The Electronic Catalogue of the Samaria Ivory Artifacts and Related Material
Also known as: Samaria Ivories
"The Electronic Catalogue of the Samaria Ivory Artifacts and Related Material" offers the first complete publication of the ivory carvings and related inlays and overlays that were excavated between 1908 and 1935 at Samaria, the capital of the kingdom of Israel in the 9th-8th centuries BCE. The catalogue accompanies a description, analysis, and reassessment of this material published in book form. The over 12,500 mostly very fragmentary items once decorated luxurious furniture, perhaps also other prestige goods. They constitute not only a substantial portion of the arts known from Iron Age Israel, but also the largest assemblage of elaborate Levantine ivory carvings of the Iron Age unearthed in the Levant itself rather than Assyrian cities, where the vast majority of this body of material came to light. Thus, the Samaria Ivories are significant for both the cultural history of ancient Israel and the study of Levantine ivory carvings of the Iron Age.
Abstract
The assemblage of over 12,500 mostly very fragmentary ivory carvings and related material from ancient Samaria was found in the pioneer times of ancient Near Eastern archaeology. Only a small selection of the best-preserved pieces has previously been published and in a manner that does not conform to today's standards. The present electronic catalogue seeks to remedy this situation. The material was collected based on the unpublished field records and a personal inspection and study of the actual pieces in the seven institutions that house them today. Because the correlation of the inventory numbers of the institutions that house the artifacts and the field numbers assigned to them during the excavations remains in many cases uncertain due to insufficient recording, the data is separated into two cross-referenced relational databases: one containing the examination of the artifacts, the other the information of the field records concerning their discovery and archaeological contexts.

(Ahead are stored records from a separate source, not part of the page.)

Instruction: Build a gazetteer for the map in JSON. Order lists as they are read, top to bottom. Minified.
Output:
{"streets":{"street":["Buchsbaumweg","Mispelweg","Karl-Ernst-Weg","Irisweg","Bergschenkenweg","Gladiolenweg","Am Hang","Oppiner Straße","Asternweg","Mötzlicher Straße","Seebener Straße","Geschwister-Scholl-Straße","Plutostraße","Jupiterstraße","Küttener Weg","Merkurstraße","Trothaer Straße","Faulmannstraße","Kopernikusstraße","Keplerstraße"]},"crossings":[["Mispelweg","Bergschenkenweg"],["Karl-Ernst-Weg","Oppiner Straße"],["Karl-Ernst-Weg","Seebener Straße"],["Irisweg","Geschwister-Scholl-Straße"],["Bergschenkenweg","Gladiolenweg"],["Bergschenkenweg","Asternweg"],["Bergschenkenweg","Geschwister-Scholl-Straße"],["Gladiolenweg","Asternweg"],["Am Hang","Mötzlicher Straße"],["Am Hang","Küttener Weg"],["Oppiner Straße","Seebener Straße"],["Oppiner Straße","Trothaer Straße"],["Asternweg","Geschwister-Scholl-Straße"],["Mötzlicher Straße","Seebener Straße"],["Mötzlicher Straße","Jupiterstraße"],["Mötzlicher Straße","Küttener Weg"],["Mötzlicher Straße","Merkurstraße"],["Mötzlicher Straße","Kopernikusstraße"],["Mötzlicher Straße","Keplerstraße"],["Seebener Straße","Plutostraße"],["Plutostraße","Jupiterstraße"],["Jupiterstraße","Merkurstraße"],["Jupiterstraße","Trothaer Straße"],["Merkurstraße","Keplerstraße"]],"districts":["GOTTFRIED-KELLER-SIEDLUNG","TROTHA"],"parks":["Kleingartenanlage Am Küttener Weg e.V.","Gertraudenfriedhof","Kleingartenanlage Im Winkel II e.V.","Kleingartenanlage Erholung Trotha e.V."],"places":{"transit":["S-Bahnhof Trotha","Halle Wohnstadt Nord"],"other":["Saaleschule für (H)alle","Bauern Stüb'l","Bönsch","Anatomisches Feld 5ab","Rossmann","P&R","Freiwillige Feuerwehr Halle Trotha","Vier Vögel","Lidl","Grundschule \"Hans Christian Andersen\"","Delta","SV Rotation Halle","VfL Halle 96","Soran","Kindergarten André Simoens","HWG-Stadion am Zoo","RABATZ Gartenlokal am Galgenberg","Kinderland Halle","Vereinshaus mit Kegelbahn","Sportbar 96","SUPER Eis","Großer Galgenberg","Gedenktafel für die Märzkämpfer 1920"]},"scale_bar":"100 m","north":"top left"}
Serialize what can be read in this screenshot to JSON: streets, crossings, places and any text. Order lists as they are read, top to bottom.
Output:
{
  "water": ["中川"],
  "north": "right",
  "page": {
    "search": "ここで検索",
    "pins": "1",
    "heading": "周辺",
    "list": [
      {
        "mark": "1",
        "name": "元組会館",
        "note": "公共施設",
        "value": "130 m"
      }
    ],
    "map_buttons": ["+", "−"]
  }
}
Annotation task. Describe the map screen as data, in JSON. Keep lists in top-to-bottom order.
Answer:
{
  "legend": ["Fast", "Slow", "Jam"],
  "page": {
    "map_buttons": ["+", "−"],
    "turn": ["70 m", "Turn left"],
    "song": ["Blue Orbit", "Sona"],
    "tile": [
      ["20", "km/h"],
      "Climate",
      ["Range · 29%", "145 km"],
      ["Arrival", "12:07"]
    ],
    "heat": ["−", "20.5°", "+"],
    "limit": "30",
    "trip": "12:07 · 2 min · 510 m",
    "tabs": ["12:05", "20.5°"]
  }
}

The former contains color photographs both of the obverse and reverse of the artifacts, most of which are plaques, with a few fittings, isolated colored glass inlays and gold overlays. The artifacts' description and classification includes their present location, inventory number, measurements, condition, imagery, occasional inscription, possible membership of a set of fragments that belonged to the same artifact or set of artifacts, and their possible membership of particular groups of Levantine ivory carvings of the Iron Age.